Technical Manual of the Ceylan-Traces Layer

Organisation:

Copyright (C) 2008-2018 Olivier Boudeville

Contact:

about (dash) traces (at) esperide (dot) com

Creation Date:

Wednesday, August 11, 2010

Lastly Updated:

Saturday, December 8, 2018

Status:

Work in progress

Version:

0.0.7

Dedication:

Users and maintainers of the Traces layer.

Abstract:

The role of the Traces layer (part of the Ceylan project) is to provide trace services, so that the user can efficiently log, browse and search through detailed runtime messages that may be emitted concurrently (in parallel, and in a distributed way).

We present here a short overview of these services, to introduce them to newcomers. The next level of information is to read the corresponding source files, which are intensely commented and generally straightforward.

General Information

This layer is in charge of providing Erlang programs with the means of emitting, collecting, storing and browsing applicative traces (i.e. logs).

For that, various components have been designed and implemented, such as trace aggregator, emitter, listener, supervisor, etc.

They collectively constitute the Traces layer, whose prerequisites are the WOOPER layer (for object-oriented primitives) and the Myriad layer (for many lower-level services).

The main purpose of this Traces layer is to provide adequate traces for distributed systems, and to ease their browsing.
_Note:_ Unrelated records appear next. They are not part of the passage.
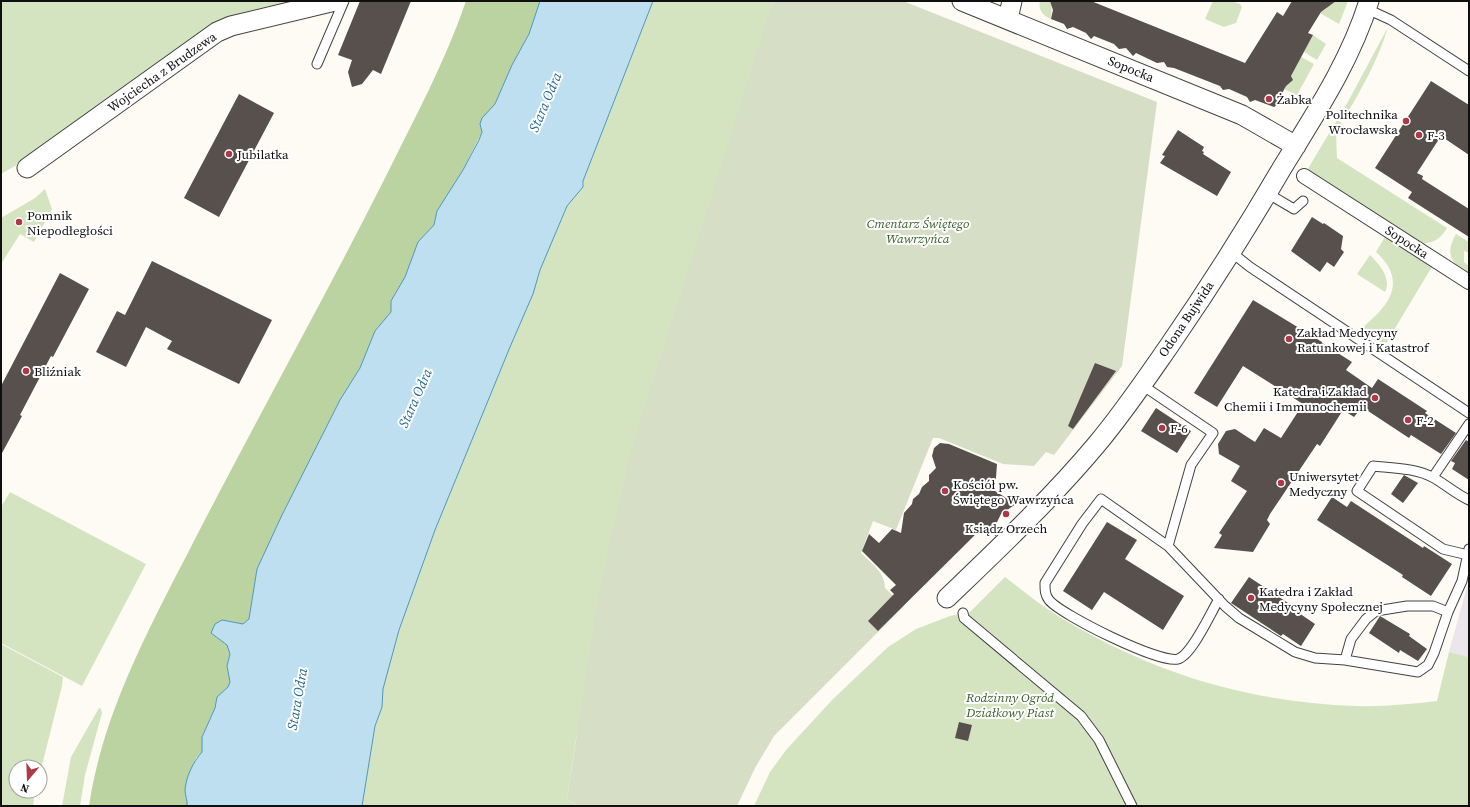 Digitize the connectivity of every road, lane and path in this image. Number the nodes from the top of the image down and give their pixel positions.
1 (335, 1) edge
2 (344, 1) edge
3 (962, 1) edge
4 (1368, 5) edge
5 (1010, 10) edge
6 (317, 64) dead end
7 (1469, 71) edge
8 (1296, 146) junction
9 (27, 168) dead end
10 (1304, 176) dead end
11 (1268, 193) junction
12 (1303, 201) dead end
13 (1231, 252) junction
14 (1469, 282) edge
15 (1142, 385) junction
16 (1469, 413) edge
17 (1469, 424) edge
18 (1433, 478) junction
19 (1469, 500) edge
20 (1168, 546) junction
21 (1468, 552) edge
22 (947, 598) dead end
23 (1219, 599) junction
24 (1448, 612) junction
25 (962, 613) dead end
26 (1344, 660) junction
27 (1132, 806) edge

1 - 9 street, Wojciecha z Brudzewa
2 - 6 lane
3 - 5 street, Sopocka
4 - 7 lane
4 - 8 street, Odona Bujwida
5 - 8 street, Sopocka
8 - 11 street, Odona Bujwida
10 - 14 street, Sopocka
11 - 12 lane
11 - 13 street, Odona Bujwida
13 - 15 street, Odona Bujwida
13 - 16 lane
15 - 20 lane
15 - 22 street, Odona Bujwida
17 - 18 lane
18 - 19 lane
18 - 21 lane
20 - 23 lane
20 - 23 lane
21 - 24 lane
23 - 26 lane
24 - 26 lane
24 - 26 lane
25 - 27 lane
A few back-ends are available for that, from the direct reading of the (raw) trace files to considerably more user-friendly solutions, such as the generation of PDF reports or the use of a commercial tool named LogMX.
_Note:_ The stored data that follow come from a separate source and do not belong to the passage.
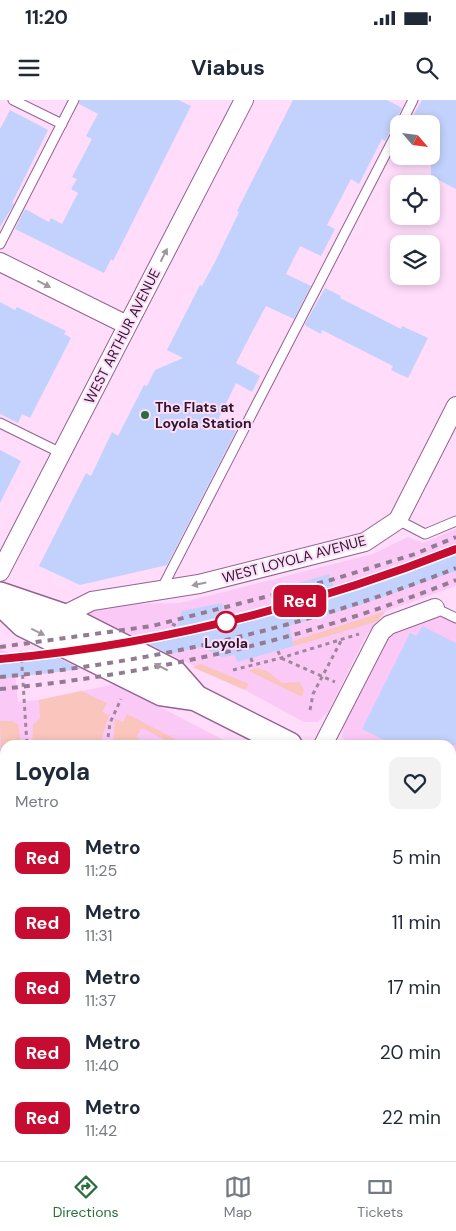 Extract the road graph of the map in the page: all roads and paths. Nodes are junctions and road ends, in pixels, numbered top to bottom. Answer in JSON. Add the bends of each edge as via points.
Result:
{"nodes":[{"id":1,"x":13,"y":100,"type":"edge"},
{"id":2,"x":74,"y":100,"type":"edge"},
{"id":3,"x":244,"y":100,"type":"edge"},
{"id":4,"x":413,"y":100,"type":"edge"},
{"id":5,"x":406,"y":115,"type":"edge"},
{"id":6,"x":62,"y":124,"type":"junction"},
{"id":7,"x":390,"y":145,"type":"edge"},
{"id":8,"x":0,"y":244,"type":"edge"},
{"id":9,"x":0,"y":262,"type":"edge"},
{"id":10,"x":127,"y":325,"type":"junction"},
{"id":11,"x":456,"y":406,"type":"edge"},
{"id":12,"x":0,"y":423,"type":"edge"},
{"id":13,"x":61,"y":453,"type":"junction"},
{"id":14,"x":398,"y":520,"type":"junction"},
{"id":15,"x":456,"y":521,"type":"edge"},
{"id":16,"x":0,"y":572,"type":"edge"},
{"id":17,"x":161,"y":590,"type":"junction"},
{"id":18,"x":0,"y":595,"type":"edge"},
{"id":19,"x":0,"y":602,"type":"edge"},
{"id":20,"x":435,"y":608,"type":"joint"},
{"id":21,"x":62,"y":616,"type":"junction"},
{"id":22,"x":456,"y":618,"type":"edge"},
{"id":23,"x":172,"y":624,"type":"dead end"},
{"id":24,"x":177,"y":626,"type":"dead end"},
{"id":25,"x":364,"y":632,"type":"dead end"},
{"id":26,"x":341,"y":640,"type":"junction"},
{"id":27,"x":22,"y":651,"type":"dead end"},
{"id":28,"x":278,"y":651,"type":"dead end"},
{"id":29,"x":251,"y":658,"type":"dead end"},
{"id":30,"x":281,"y":658,"type":"junction"},
{"id":31,"x":253,"y":665,"type":"junction"},
{"id":32,"x":232,"y":670,"type":"dead end"},
{"id":33,"x":322,"y":677,"type":"junction"},
{"id":34,"x":338,"y":683,"type":"dead end"},
{"id":35,"x":196,"y":698,"type":"junction"},
{"id":36,"x":121,"y":699,"type":"dead end"},
{"id":37,"x":310,"y":710,"type":"dead end"},
{"id":38,"x":27,"y":740,"type":"edge"},
{"id":39,"x":108,"y":740,"type":"edge"},
{"id":40,"x":278,"y":740,"type":"edge"},
{"id":41,"x":326,"y":740,"type":"edge"}],
"edges":[{"from":1,"to":6,"type":"lane"},
{"from":2,"to":6,"type":"lane"},
{"from":10,"to":3,"type":"street","name":"WEST ARTHUR AVENUE","one_way":true},
{"from":4,"to":5,"type":"lane"},
{"from":6,"to":8,"type":"lane"},
{"from":7,"to":17,"type":"lane"},
{"from":9,"to":10,"type":"street","one_way":true},
{"from":10,"to":13,"type":"street","name":"WEST ARTHUR AVENUE"},
{"from":11,"to":14,"type":"street","name":"WEST LOYOLA AVENUE"},
{"from":12,"to":13,"type":"lane"},
{"from":13,"to":16,"type":"street","name":"WEST ARTHUR AVENUE"},
{"from":14,"to":15,"type":"lane","via":[[425,534]]},
{"from":14,"to":17,"type":"street","name":"WEST LOYOLA AVENUE","one_way":true,"via":[[365,542],[200,584]]},
{"from":17,"to":21,"type":"street","name":"WEST LOYOLA AVENUE","via":[[92,601]]},
{"from":18,"to":21,"type":"main road"},
{"from":19,"to":35,"type":"main road","one_way":true,"via":[[23,624],[162,693]]},
{"from":20,"to":22,"type":"lane"},
{"from":20,"to":41,"type":"street","via":[[389,625],[381,632]]},
{"from":35,"to":21,"type":"main road","one_way":true,"via":[[174,673]]},
{"from":23,"to":24,"type":"path"},
{"from":25,"to":26,"type":"path"},
{"from":26,"to":30,"type":"path"},
{"from":26,"to":33,"type":"path"},
{"from":27,"to":38,"type":"path"},
{"from":28,"to":30,"type":"path"},
{"from":29,"to":31,"type":"path"},
{"from":30,"to":31,"type":"path"},
{"from":30,"to":33,"type":"path"},
{"from":31,"to":32,"type":"path"},
{"from":33,"to":34,"type":"path"},
{"from":33,"to":37,"type":"path","via":[[313,694]]},
{"from":35,"to":40,"type":"main road"},
{"from":36,"to":39,"type":"path","via":[[110,722]]}]}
This layer defined a trace format of its own, supported by our Java-based parser for LogMX.

Note

In some cases, it may be convenient to have one's lower-level, debugging traces be directly output on the console.

Then, once the basic bugs are fixed (ex: the program is not crashing anymore), the full power of this Traces layer can be best used, by switching these first, basic traces to the more advanced traces presented here.

To output (basic) console traces, one may use the trace_utils module of the Myriad layer. For example:

trace_utils:debug_fmt("Hello world #~B",[2])

Then, to anticipate a bit, switching to the mainstream, more advanced traces discussed here is just a matter of replacing, for a trace type T (ex: debug), trace_utils:T with ?T, like in:

?debug_fmt("Hello world #~B",[2]) (with no further change in the trace parameters).

Trace Emission

Typically the following include is needed so that an Erlang process can send traces:

-include("class_TraceEmitter.hrl").

Then sending-primitives can be used, such as:

?info("Hello world!")

or:

?info_fmt("The value ~B is the answer.",[MyValue])

Many API variations exist, to account for the various trace levels, contexts, etc.

The trace macros used above can be fully toggled at build-time, on a per-module basis (if disabled, they incur zero runtime overhead, and no source change is required).

Trace Levels

There are six built-in levels for trace channels, of increasing severity:

Trace Severity Mapped Level
debug 6
trace 5
info 4
warning 3
error 2
fatal 1

There is also an addition trace severity, void, that designates traces that shall be muted in all cases.

Its purpose is to provide another means of muting/unmuting some traces, instead of commenting out/uncommenting said traces.

Trace Format

A set of traces is represented as an ordered stream of trace lines.

These traces are possibly exchanged over the network or stored in a file, whose extension is conventionally .traces.

For example the traces for a test named my_foobar_test are typically stored in a my_foobar_test.traces file, generated by the trace aggregator in the directory from which the corresponding test was launched.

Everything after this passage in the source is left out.